> _What needs to be done_: Without any omission, reproduce the records that follow.

────────────────

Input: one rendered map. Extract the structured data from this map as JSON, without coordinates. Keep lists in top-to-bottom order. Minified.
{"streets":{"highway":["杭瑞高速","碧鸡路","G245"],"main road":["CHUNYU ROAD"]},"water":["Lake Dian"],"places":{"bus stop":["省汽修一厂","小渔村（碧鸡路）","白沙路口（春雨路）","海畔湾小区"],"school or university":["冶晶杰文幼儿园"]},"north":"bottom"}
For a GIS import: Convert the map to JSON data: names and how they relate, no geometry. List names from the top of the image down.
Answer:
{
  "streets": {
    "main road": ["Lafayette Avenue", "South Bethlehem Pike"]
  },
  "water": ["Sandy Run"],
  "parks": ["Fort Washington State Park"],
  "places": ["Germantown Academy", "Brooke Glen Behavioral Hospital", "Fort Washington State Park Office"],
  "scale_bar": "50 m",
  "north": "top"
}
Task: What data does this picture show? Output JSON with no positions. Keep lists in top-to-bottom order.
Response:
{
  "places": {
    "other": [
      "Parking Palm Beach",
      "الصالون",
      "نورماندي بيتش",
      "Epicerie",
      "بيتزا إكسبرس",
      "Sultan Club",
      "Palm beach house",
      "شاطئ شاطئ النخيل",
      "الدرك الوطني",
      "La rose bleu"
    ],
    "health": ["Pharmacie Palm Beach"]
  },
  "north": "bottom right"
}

────────────────

> _Written reply_:
Input: one rendered map. Extract the structured data from this map as JSON, without coordinates. Keep lists in top-to-bottom order. Minified.
{"streets":{"highway":["杭瑞高速","碧鸡路","G245"],"main road":["CHUNYU ROAD"]},"water":["Lake Dian"],"places":{"bus stop":["省汽修一厂","小渔村（碧鸡路）","白沙路口（春雨路）","海畔湾小区"],"school or university":["冶晶杰文幼儿园"]},"north":"bottom"}
For a GIS import: Convert the map to JSON data: names and how they relate, no geometry. List names from the top of the image down.
Answer:
{
  "streets": {
    "main road": ["Lafayette Avenue", "South Bethlehem Pike"]
  },
  "water": ["Sandy Run"],
  "parks": ["Fort Washington State Park"],
  "places": ["Germantown Academy", "Brooke Glen Behavioral Hospital", "Fort Washington State Park Office"],
  "scale_bar": "50 m",
  "north": "top"
}
Task: What data does this picture show? Output JSON with no positions. Keep lists in top-to-bottom order.
Response:
{
  "places": {
    "other": [
      "Parking Palm Beach",
      "الصالون",
      "نورماندي بيتش",
      "Epicerie",
      "بيتزا إكسبرس",
      "Sultan Club",
      "Palm beach house",
      "شاطئ شاطئ النخيل",
      "الدرك الوطني",
      "La rose bleu"
    ],
    "health": ["Pharmacie Palm Beach"]
  },
  "north": "bottom right"
}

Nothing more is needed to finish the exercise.